EXERCISE MATERIAL:
----

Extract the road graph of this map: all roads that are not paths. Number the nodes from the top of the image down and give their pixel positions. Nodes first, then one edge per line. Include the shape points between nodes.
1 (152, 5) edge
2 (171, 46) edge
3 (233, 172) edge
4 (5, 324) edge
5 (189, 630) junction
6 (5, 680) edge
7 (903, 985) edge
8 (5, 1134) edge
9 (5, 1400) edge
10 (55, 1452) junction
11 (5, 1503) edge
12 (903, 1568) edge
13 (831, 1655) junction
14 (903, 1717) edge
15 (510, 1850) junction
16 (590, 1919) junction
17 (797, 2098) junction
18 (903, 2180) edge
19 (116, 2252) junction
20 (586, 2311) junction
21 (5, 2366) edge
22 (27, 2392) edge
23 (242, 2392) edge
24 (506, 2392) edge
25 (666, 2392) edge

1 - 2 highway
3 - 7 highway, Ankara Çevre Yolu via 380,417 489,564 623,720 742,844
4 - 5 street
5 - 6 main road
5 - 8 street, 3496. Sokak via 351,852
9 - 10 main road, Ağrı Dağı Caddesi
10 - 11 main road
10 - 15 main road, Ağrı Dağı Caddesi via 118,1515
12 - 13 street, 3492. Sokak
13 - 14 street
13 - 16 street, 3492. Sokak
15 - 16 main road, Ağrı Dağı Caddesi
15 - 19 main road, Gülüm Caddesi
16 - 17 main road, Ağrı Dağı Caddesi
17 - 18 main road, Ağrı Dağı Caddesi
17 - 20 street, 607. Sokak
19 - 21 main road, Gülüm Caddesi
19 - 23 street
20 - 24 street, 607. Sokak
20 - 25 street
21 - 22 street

----

WHAT TO DO: Transcribe the records above exactly as they appear.

FINISHED TASK:
Extract the road graph of this map: all roads that are not paths. Number the nodes from the top of the image down and give their pixel positions. Nodes first, then one edge per line. Include the shape points between nodes.
1 (152, 5) edge
2 (171, 46) edge
3 (233, 172) edge
4 (5, 324) edge
5 (189, 630) junction
6 (5, 680) edge
7 (903, 985) edge
8 (5, 1134) edge
9 (5, 1400) edge
10 (55, 1452) junction
11 (5, 1503) edge
12 (903, 1568) edge
13 (831, 1655) junction
14 (903, 1717) edge
15 (510, 1850) junction
16 (590, 1919) junction
17 (797, 2098) junction
18 (903, 2180) edge
19 (116, 2252) junction
20 (586, 2311) junction
21 (5, 2366) edge
22 (27, 2392) edge
23 (242, 2392) edge
24 (506, 2392) edge
25 (666, 2392) edge

1 - 2 highway
3 - 7 highway, Ankara Çevre Yolu via 380,417 489,564 623,720 742,844
4 - 5 street
5 - 6 main road
5 - 8 street, 3496. Sokak via 351,852
9 - 10 main road, Ağrı Dağı Caddesi
10 - 11 main road
10 - 15 main road, Ağrı Dağı Caddesi via 118,1515
12 - 13 street, 3492. Sokak
13 - 14 street
13 - 16 street, 3492. Sokak
15 - 16 main road, Ağrı Dağı Caddesi
15 - 19 main road, Gülüm Caddesi
16 - 17 main road, Ağrı Dağı Caddesi
17 - 18 main road, Ağrı Dağı Caddesi
17 - 20 street, 607. Sokak
19 - 21 main road, Gülüm Caddesi
19 - 23 street
20 - 24 street, 607. Sokak
20 - 25 street
21 - 22 street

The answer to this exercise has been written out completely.